§ **DATASET EXTRACT**:
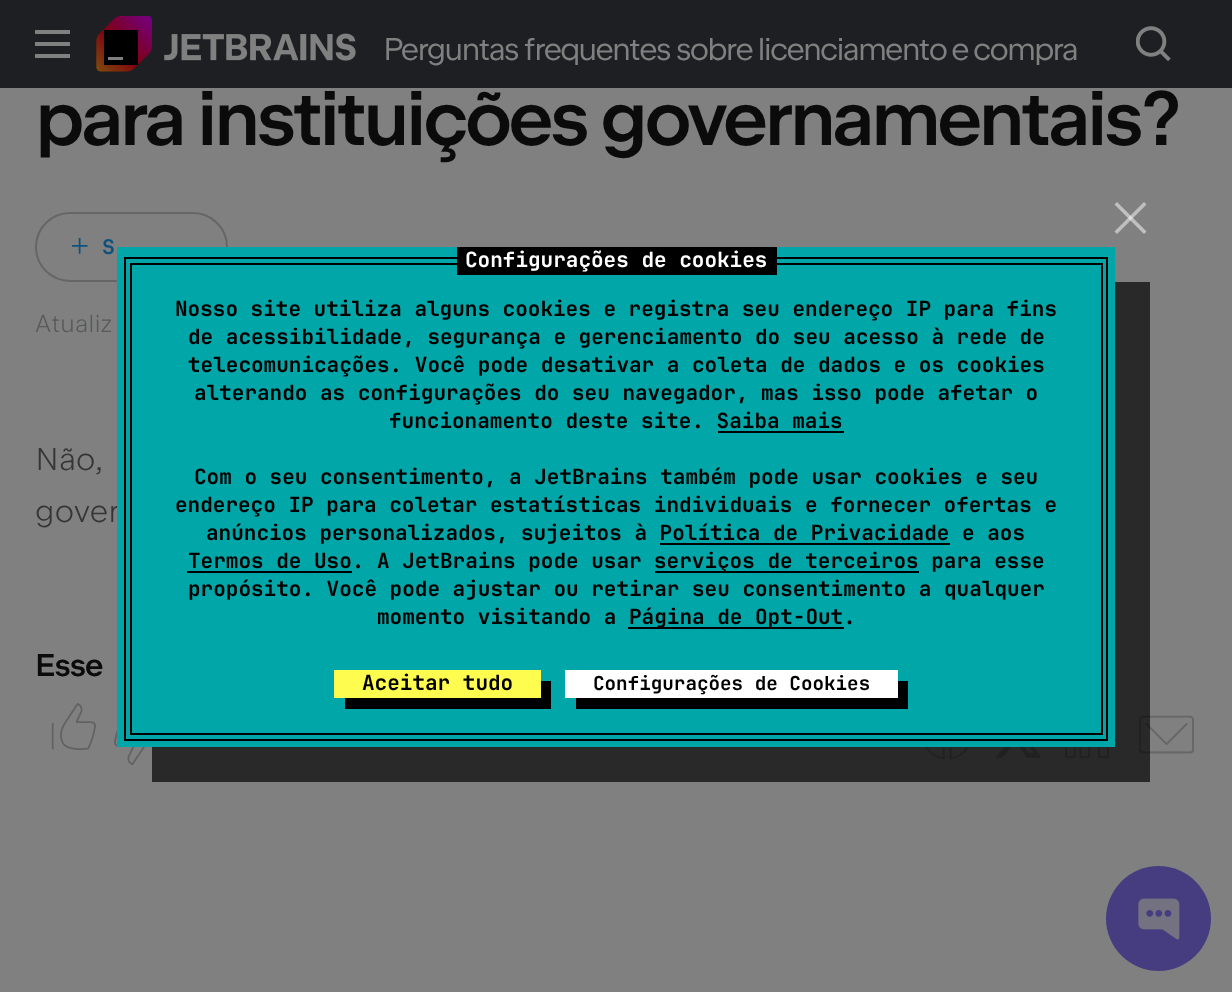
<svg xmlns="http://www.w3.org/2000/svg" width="1232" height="992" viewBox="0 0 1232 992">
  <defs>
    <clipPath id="clip1"><rect x="996" y="714" width="44" height="44"/></clipPath>
  </defs>
  <rect width="100%" height="100%" fill="#808080"/>
  <rect x="0" y="0" width="1232" height="88" fill="#1e1f22"/>
  <rect x="35" y="42" width="35" height="4" fill="#808080"/>
  <rect x="35" y="30" width="35" height="4" fill="#808080"/>
  <rect x="35" y="54" width="35" height="4" fill="#808080"/>
  <image x="96" y="16" width="260" height="56" href="img1.png"/>
  <text x="383" y="60" font-family="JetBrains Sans" font-size="31.5" letter-spacing="-1.75" fill="#808080">Perguntas frequentes sobre licenciamento e compra</text>
  <image x="1136" y="26" width="35" height="35" href="img2.png"/>
  <text x="35" y="145" font-family="JetBrains Sans" font-size="77" font-weight="600" letter-spacing="-3.5" fill="#0b0b0b">para instituições governamentais?</text>
  <rect x="36" y="213" width="191" height="68" rx="34" fill="none" stroke="#666666" stroke-width="2"/>
  <image x="72" y="238" width="16" height="16" href="img3.png"/>
  <text x="102" y="254" font-family="JetBrains Sans" font-size="21" font-weight="600" letter-spacing="2" fill="#0c527d">S</text>
  <text x="35" y="332" font-family="JetBrains Sans" font-size="24.5" font-weight="300" fill="#58595a">Atualiz</text>
  <text x="35" y="470" font-family="JetBrains Sans" font-size="31.5" font-weight="300" fill="#353535">Não,</text>
  <text x="35" y="522" font-family="JetBrains Sans" font-size="31.5" font-weight="300" fill="#353535">gover</text>
  <text x="35" y="676" font-family="JetBrains Sans" font-size="31.5" font-weight="600" letter-spacing="-1" fill="#0b0b0b">Esse</text>
  <image x="51" y="703" width="45" height="47" href="img4.png"/>
  <image x="114" y="730" width="31" height="36" href="img5.png"/>
  <image x="925" y="747" width="44" height="13" href="img6.png"/>
  <g clip-path="url(#clip1)">
    <path d="M1032 714H1039L1023 733L1042 758H1027L1016 742L1002 758H995L1012 738L994 714H1009L1020 728ZM1029 753H1034L1007 718H1003Z" fill="#666666"/>
  </g>
  <image x="1065" y="747" width="44" height="12" href="img7.png"/>
  <image x="1139" y="715" width="55" height="39" href="img8.png"/>
  <path d="M152 747V782H1150V282H1115V747Z" fill="#000000" fill-opacity="0.68"/>
  <rect x="117" y="247" width="998" height="500" fill="#01a7a8"/>
  <path d="M1114.5 231.5L1144 202L1146.5 204.5L1117 234Z" fill="#bfbfbf"/>
  <path d="M1117 202L1146.5 231.5L1144 234L1114.5 204.5Z" fill="#ffffff" fill-opacity="0.5"/>
  <rect x="130" y="263" width="973" height="2" fill="#000000"/>
  <rect x="1101" y="263" width="2" height="472" fill="#000000"/>
  <rect x="130" y="263" width="2" height="407" fill="#000000"/>
  <rect x="124" y="257" width="984" height="2" fill="#000000"/>
  <rect x="457" y="247" width="320" height="28" fill="#000000"/>
  <text x="465" y="267" font-family="JetBrains Mono" font-size="21" font-weight="bold" fill="#ffffff">Configurações de cookies</text>
  <rect x="1106" y="257" width="2" height="483" fill="#000000"/>
  <rect x="124" y="257" width="2" height="412" fill="#000000"/>
  <text x="175" y="316" font-family="JetBrains Mono" font-size="21" font-weight="bold" fill="#000000">Nosso site utiliza alguns cookies e registra seu endereço IP para fins</text>
  <text x="188" y="344" font-family="JetBrains Mono" font-size="21" font-weight="bold" fill="#000000">de acessibilidade, segurança e gerenciamento do seu acesso à rede de</text>
  <text x="188" y="372" font-family="JetBrains Mono" font-size="21" font-weight="bold" fill="#000000">telecomunicações. Você pode desativar a coleta de dados e os cookies</text>
  <text x="194" y="400" font-family="JetBrains Mono" font-size="21" font-weight="bold" fill="#000000">alterando as configurações do seu navegador, mas isso pode afetar o</text>
  <text x="389" y="428" font-family="JetBrains Mono" font-size="21" font-weight="bold" fill="#000000">funcionamento deste site. Saiba mais</text>
  <rect x="718" y="431" width="126" height="2" fill="#000000"/>
  <text x="194" y="484" font-family="JetBrains Mono" font-size="21" font-weight="bold" fill="#000000">Com o seu consentimento, a JetBrains também pode usar cookies e seu</text>
  <text x="175" y="512" font-family="JetBrains Mono" font-size="21" font-weight="bold" fill="#000000">endereço IP para coletar estatísticas individuais e fornecer ofertas e</text>
  <text x="206" y="540" font-family="JetBrains Mono" font-size="21" font-weight="bold" fill="#000000">anúncios personalizados, sujeitos à Política de Privacidade e aos</text>
  <rect x="660" y="543" width="290" height="2" fill="#000000"/>
  <rect x="187" y="571" width="165" height="2" fill="#000000"/>
  <text x="188" y="568" font-family="JetBrains Mono" font-size="21" font-weight="bold" fill="#000000">Termos de Uso. A JetBrains pode usar</text>
  <rect x="655" y="571" width="264" height="2" fill="#000000"/>
  <text x="654" y="568" font-family="JetBrains Mono" font-size="21" font-weight="bold" fill="#000000">serviços de terceiros para esse</text>
  <text x="188" y="596" font-family="JetBrains Mono" font-size="21" font-weight="bold" fill="#000000">propósito. Você pode ajustar ou retirar seu consentimento a qualquer</text>
  <text x="377" y="624" font-family="JetBrains Mono" font-size="21" font-weight="bold" fill="#000000">momento visitando a</text>
  <rect x="628" y="627" width="216" height="2" fill="#000000"/>
  <text x="629" y="624" font-family="JetBrains Mono" font-size="21" font-weight="bold" fill="#000000">Página de Opt-Out.</text>
  <rect x="130" y="733" width="973" height="2" fill="#000000"/>
  <rect x="130" y="670" width="2" height="65" fill="#000000"/>
  <rect x="124" y="739" width="984" height="2" fill="#000000"/>
  <rect x="124" y="669" width="2" height="71" fill="#000000"/>
  <path d="M345 698V709H551V681H541V698Z" fill="#000000"/>
  <rect x="334" y="670" width="207" height="28" fill="#fefc4f"/>
  <text x="362" y="690" font-family="JetBrains Mono" font-size="21" font-weight="bold" fill="#000000">Aceitar tudo</text>
  <path d="M576 698V709H908V681H898V698Z" fill="#000000"/>
  <rect x="565" y="670" width="333" height="28" fill="#ffffff"/>
  <text x="593" y="690" font-family="JetBrains Mono" font-size="19.25" font-weight="bold" fill="#000000">Configurações de Cookies</text>
  <circle cx="1158.5" cy="918.5" r="52.5" fill="#453d80"/>
  <image x="1138" y="898" width="42" height="42" href="img9.png"/>
</svg>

§ **HOW TO COMPLETE THIS TASK**:
Look through the material above and print exactly the lines from the one containing "IP para fins</text>" to the one containing "JetBrains pode usar</text>", both included, and nothing more.

§ **WORKED SOLUTION**:
  <text x="175" y="316" font-family="JetBrains Mono" font-size="21" font-weight="bold" fill="#000000">Nosso site utiliza alguns cookies e registra seu endereço IP para fins</text>
  <text x="188" y="344" font-family="JetBrains Mono" font-size="21" font-weight="bold" fill="#000000">de acessibilidade, segurança e gerenciamento do seu acesso à rede de</text>
  <text x="188" y="372" font-family="JetBrains Mono" font-size="21" font-weight="bold" fill="#000000">telecomunicações. Você pode desativar a coleta de dados e os cookies</text>
  <text x="194" y="400" font-family="JetBrains Mono" font-size="21" font-weight="bold" fill="#000000">alterando as configurações do seu navegador, mas isso pode afetar o</text>
  <text x="389" y="428" font-family="JetBrains Mono" font-size="21" font-weight="bold" fill="#000000">funcionamento deste site. Saiba mais</text>
  <rect x="718" y="431" width="126" height="2" fill="#000000"/>
  <text x="194" y="484" font-family="JetBrains Mono" font-size="21" font-weight="bold" fill="#000000">Com o seu consentimento, a JetBrains também pode usar cookies e seu</text>
  <text x="175" y="512" font-family="JetBrains Mono" font-size="21" font-weight="bold" fill="#000000">endereço IP para coletar estatísticas individuais e fornecer ofertas e</text>
  <text x="206" y="540" font-family="JetBrains Mono" font-size="21" font-weight="bold" fill="#000000">anúncios personalizados, sujeitos à Política de Privacidade e aos</text>
  <rect x="660" y="543" width="290" height="2" fill="#000000"/>
  <rect x="187" y="571" width="165" height="2" fill="#000000"/>
  <text x="188" y="568" font-family="JetBrains Mono" font-size="21" font-weight="bold" fill="#000000">Termos de Uso. A JetBrains pode usar</text>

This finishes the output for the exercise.